Fait curieux, j’ai même personnellement livré de la bière discrètement avec mon bicycle aux collecteurs du poste de péage, au pied du pont, à Saint-Lambert.

1955

Le service de tramways entre Montréal et Saint-Lambert a pris fin en 1955-66 et des travaux ont été entrepris pour reconvertir la voie de rails pour une deuxième voie de circulation routière. En même temps, je crois que c’est à ce moment qu’on a éliminé le trottoir pour piétons.

1958-61

@R:Les seuls autres changements eurent lieu lors de la construction de la voie maritime en 1958, alors qu’on ajouta la voie de contournement de Saint-Lambert pour permettre le passage des navires sans pour autant bloquer la circulation automobile.
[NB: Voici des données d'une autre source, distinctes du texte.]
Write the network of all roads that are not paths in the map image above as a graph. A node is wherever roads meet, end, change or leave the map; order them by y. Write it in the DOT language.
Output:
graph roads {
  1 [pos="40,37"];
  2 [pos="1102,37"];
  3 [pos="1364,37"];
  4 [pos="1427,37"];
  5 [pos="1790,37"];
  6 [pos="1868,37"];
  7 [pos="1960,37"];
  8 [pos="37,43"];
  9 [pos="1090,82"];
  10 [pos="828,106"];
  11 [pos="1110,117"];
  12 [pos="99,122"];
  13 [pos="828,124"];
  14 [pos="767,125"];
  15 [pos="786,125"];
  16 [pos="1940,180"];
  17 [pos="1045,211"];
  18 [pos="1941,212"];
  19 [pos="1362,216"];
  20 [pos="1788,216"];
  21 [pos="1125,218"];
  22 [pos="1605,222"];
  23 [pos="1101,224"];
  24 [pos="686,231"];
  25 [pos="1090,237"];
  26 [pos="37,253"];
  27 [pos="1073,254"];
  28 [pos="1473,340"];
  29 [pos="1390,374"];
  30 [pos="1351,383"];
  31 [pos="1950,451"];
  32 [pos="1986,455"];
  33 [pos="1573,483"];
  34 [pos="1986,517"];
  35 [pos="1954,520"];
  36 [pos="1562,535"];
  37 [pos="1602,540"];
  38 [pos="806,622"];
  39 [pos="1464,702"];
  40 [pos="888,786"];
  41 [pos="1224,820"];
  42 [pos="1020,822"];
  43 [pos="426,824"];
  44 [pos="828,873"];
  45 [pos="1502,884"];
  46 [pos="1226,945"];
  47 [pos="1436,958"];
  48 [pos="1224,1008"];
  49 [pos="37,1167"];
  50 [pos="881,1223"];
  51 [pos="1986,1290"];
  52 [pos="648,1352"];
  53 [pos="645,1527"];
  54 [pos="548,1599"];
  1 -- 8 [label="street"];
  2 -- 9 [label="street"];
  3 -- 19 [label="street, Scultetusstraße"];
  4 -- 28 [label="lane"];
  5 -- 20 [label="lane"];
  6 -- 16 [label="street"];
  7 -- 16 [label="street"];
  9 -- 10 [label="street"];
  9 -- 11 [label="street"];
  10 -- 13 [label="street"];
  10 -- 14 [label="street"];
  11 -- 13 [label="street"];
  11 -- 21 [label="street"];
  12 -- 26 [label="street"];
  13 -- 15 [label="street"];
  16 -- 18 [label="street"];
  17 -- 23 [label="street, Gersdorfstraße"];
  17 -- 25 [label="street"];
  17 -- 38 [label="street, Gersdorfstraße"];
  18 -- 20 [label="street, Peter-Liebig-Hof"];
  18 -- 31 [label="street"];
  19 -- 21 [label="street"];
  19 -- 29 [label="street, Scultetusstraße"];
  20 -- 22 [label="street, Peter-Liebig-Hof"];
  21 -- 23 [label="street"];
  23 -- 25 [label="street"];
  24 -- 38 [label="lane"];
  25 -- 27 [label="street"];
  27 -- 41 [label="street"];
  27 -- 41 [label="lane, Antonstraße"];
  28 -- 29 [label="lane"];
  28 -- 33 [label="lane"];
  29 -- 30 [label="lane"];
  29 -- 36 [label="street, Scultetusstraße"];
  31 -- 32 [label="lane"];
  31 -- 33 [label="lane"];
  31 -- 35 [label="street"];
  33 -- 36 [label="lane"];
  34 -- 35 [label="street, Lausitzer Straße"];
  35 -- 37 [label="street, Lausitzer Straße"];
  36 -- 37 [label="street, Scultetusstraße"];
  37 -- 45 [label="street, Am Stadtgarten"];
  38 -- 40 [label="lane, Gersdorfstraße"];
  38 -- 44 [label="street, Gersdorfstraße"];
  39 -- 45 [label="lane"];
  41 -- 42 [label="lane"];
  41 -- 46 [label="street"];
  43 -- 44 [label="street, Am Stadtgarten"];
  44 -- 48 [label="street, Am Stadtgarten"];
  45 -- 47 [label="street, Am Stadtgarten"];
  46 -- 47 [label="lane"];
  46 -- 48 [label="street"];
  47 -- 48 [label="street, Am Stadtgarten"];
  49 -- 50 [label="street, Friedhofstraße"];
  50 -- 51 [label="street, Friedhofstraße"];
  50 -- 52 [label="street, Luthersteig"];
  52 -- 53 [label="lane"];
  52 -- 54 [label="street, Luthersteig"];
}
Depuis lors, à ma connaissance, il n’y a pas eu d’autres changements, sauf pour les travaux d’entretien au coût de plusieurs millions de dollars.

À mon point de vue, le pont Victoria demeure tout un phénomène, un monument national d’une valeur historique inestimable. Il ne reçoit pas toute l’attention qu’on devrait lui accorder. Il faut quand même comprendre que cette merveille de pont demeure encore debout sur ses jambes (piliers) après près de 160 ans. Des milliers d’automobiles continuent à l’emprunter quotidiennement.

Le pont Victoria est exploité par le CN (Canadian National Railway) et demeure de juridiction fédérale. En vertu de la loi fédérale du transport, les camions lourds et les tracteurs-remorques y sont interdits d’accès, car on craignait que les véhicules trop lourds puissent causer trop de vibrations, affectant la structure boulonnée du pont.

Le pont Victoria, un chef d’œuvre, a été déterminant pour l’évolution de Montréal, mais également pour la ville de Saint-Lambert et la Rive-Sud. Il a été la plaque tournante du système ferroviaire canadien. Il a ouvert grandes les portes au marché américain.

Du point de vue architectural, le pont Victoria n’est peut-être pas aussi beau que le pont Jacques-Cartier ou le pont de Québec, mais il a certainement mieux vieilli que le pont Champlain.

J’apprends que le pont Victoria a été déclaré «évènement historique» par Patrimoine Canada et Parcs Canada en 1999, mais il aurait sûrement mérité d’être classé «monument» ou «lieu» historique.

Je crois qu’on devrait penser à refaire un projet d’exposition sur le pont en 2019 pour célébrer son 160e anniversaire, soit plus d’un siècle et demi.

Note

Je me demande comment il se fait que certains ponts n’ont pas de structure par-dessus le tablier? Par exemple, les ponts Jacques-Cartier et Champlain n’ont pas de structure par-dessus une bonne partie du pont.

Est-ce que la structure (fermes truss) (treillis de poutres croisées) du pont Victoria était essentielle pour servir de poids – solidifier et garder la structure de base (le tablier et les piliers) en place?

Il me faudra faire la lumière sur cette question-là!

Je trouve encore le pont Victoria fascinant et mystérieux!